Data

In this workshop, we will work with Beazley Archive data and focus more on text analysis and fuzzy dates. This workshop is based on work done by Kalle Valkeakari.

As always, we start by loading tidyverse.

library(tidyverse)

We then load the data. We use the same dataset we had from the first workshop.

data <- read_csv("https://github.com/ucrdatacenter/projects/raw/main/AH-ANTQ103/2024h1/Beazley_Archive.csv")

We start by looking at the data. We can use the following functions to look at the data.

head(data)
glimpse(data)
summary(data)
names(data)

After looking at the data, we have decided that we don’t need the 9th and the 12th through the 29th columns, so we remove them. We can do this using the select() function. Think about why we don’t need these columns.

data_short <- data %>% 
  select(-9, -12:-29)

Note that we can also do this by defining the columns we do want to keep

data_short <- data %>% 
  select(1:8, 10:11)

Or by stating the column names we want to keep

data_short <- data %>% 
  select(URI, Vase_Number, Fabric, Technique, Sub_Technique, Shape_Name, Provenance, Date, Attributed_To, Decoration)

We might want to check if there are multiple entries for the same object. Luckily there is a Vase Number column, so we can check if there are multiple entries for the same vase number. We can do this using the duplicated() function. We can then use the filter() function to filter the data to only include the duplicated rows.

data_short %>% 
  filter(duplicated(Vase_Number))

Given that the tibble that this returns is empty, we can conclude that there are no rows with the same vase number.
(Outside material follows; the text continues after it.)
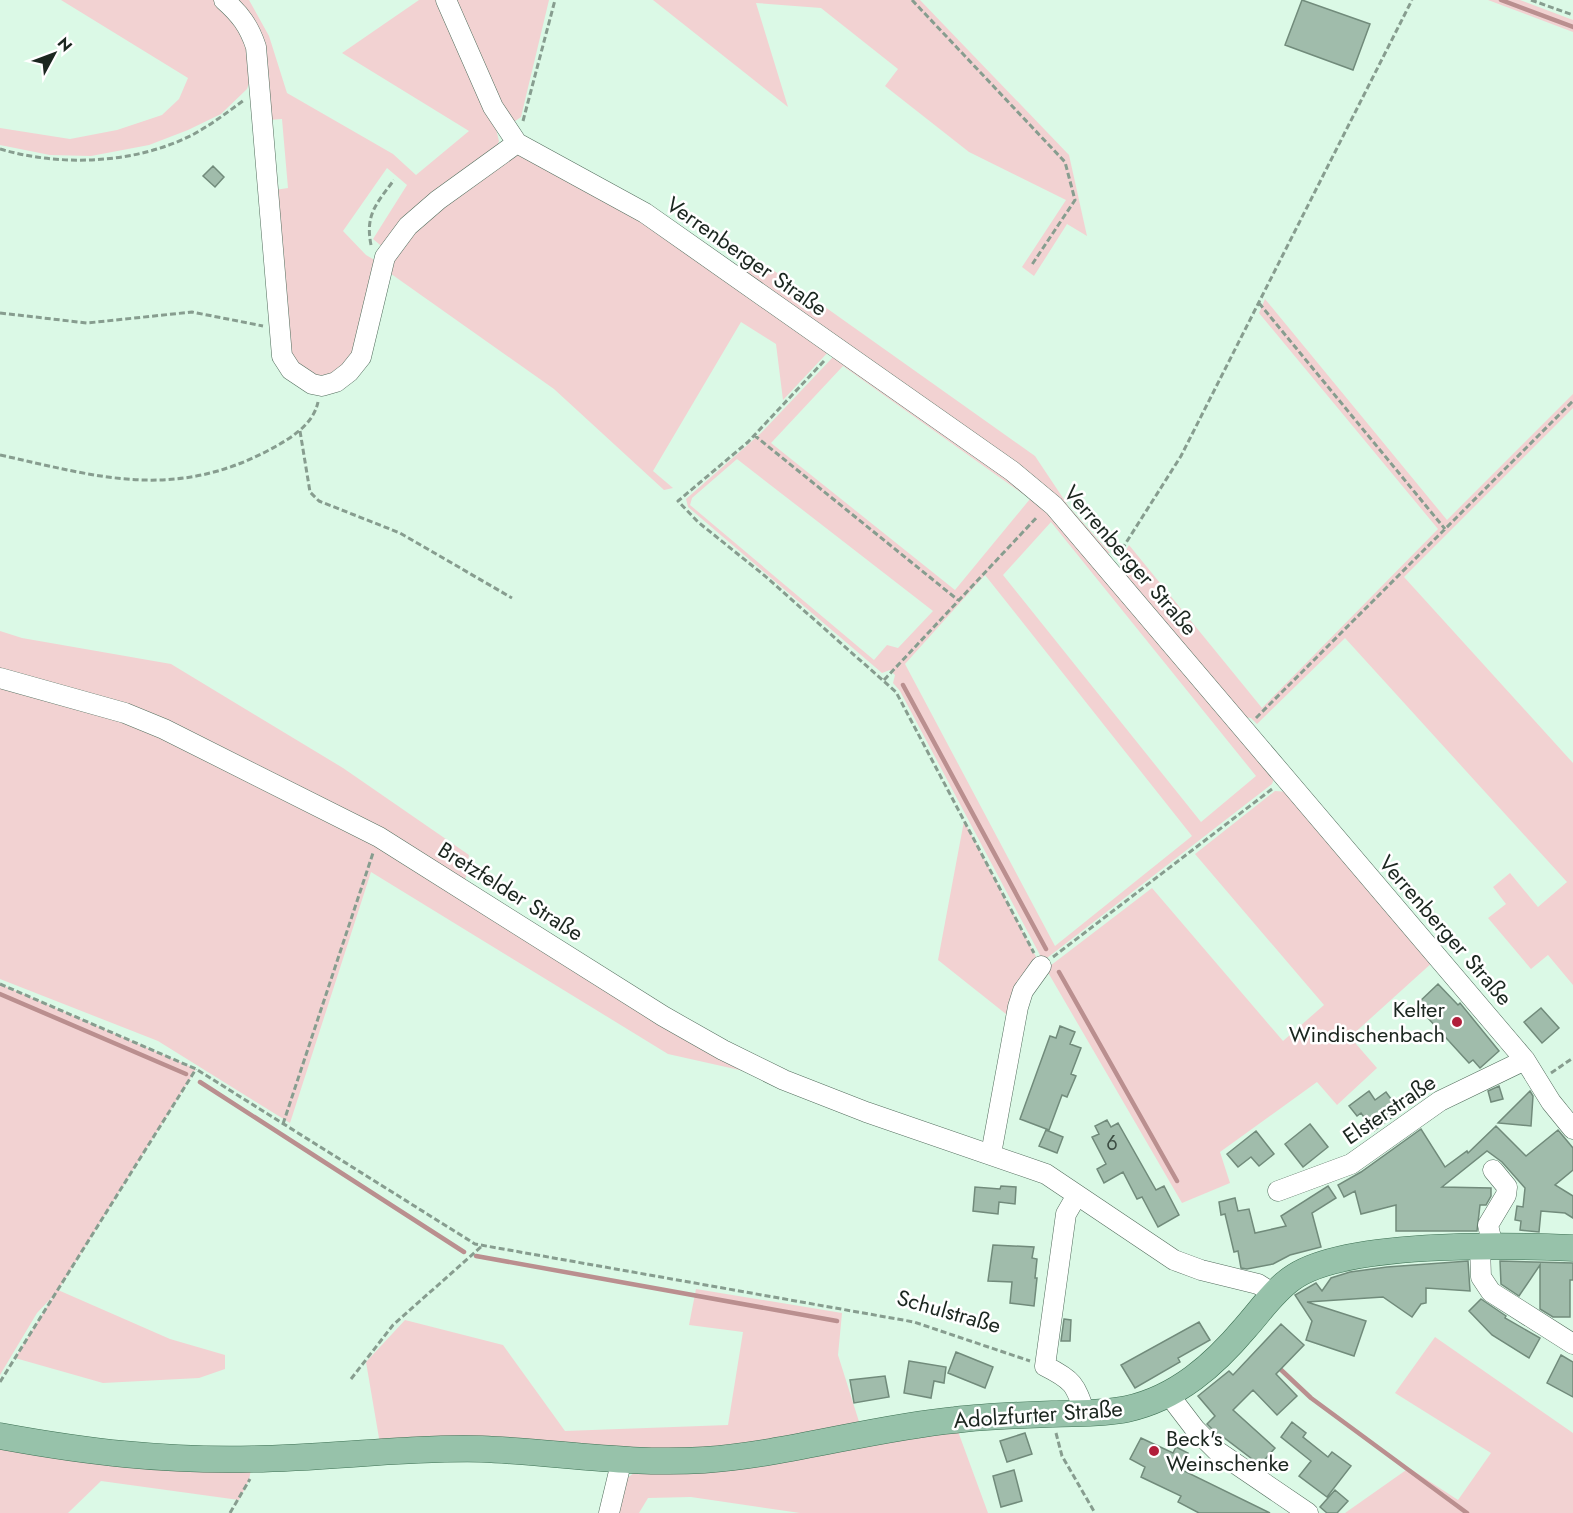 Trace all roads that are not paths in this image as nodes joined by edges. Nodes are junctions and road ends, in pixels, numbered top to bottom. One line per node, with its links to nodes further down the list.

We can also check if there are any rows with missing data. We can do this using the is.na() function. This returns a logical vector, which we can then use to filter the data.

data_short %>% 
  filter(is.na(Vase_Number))

Given that the tibble that this returns is empty, we can conclude that there are no rows with missing data.

Text analysis

Now that we know that there are no rows with missing data, and no rows with the same vase number, we can start looking at the data in more detail. We are interested in the decorations on the vases, so we will look at the Decoration column.

data_short %>% 
  select(Decoration)

This is text data. An interesting question may be what the most common words are in the Decoration column. These would correspond with the most common decorations. We can do this using the unnest_tokens() function. This function takes a column of text data, and splits it into individual words. It then returns a tibble with the words in a column called word. The unnest_tokens() function is a part of the tidytext package, which we must download and load before we can use the function.

install.packages("tidytext")

library(tidytext)

data_words <- data_short %>% 
  unnest_tokens(word, Decoration)

Lets take a look at the most common words.

data_words %>% 
  count(word) %>% 
  arrange(desc(n))

We can already see that there are some NA values. We can remove these easily using the drop_na() function.

data_words %>% 
  drop_na(word) %>% 
  count(word) %>% 
  arrange(desc(n))

There are still some words that are not interesting for our analysis. These are called stop words. We can remove these using the anti_join() function. This function takes two tibbles, and returns a tibble with the rows from the first tibble that are not in the second tibble. The stop words are in a tibble in the tidytext package.

stop_words %>% 
  View()

Alternatively we can define our own custom stop words.

tibble <- tibble(
  word = c("a", "and", "with", "an", "or", "the", "of", "to", "in", "for", "on", "at", "from", "by", "about", "as", "into", "like", "through", "after", "over", "between", "out", "against", "during", "without", "before", "under", "around", "among"),
)

We can then use the anti_join() function to remove the stop words from the data.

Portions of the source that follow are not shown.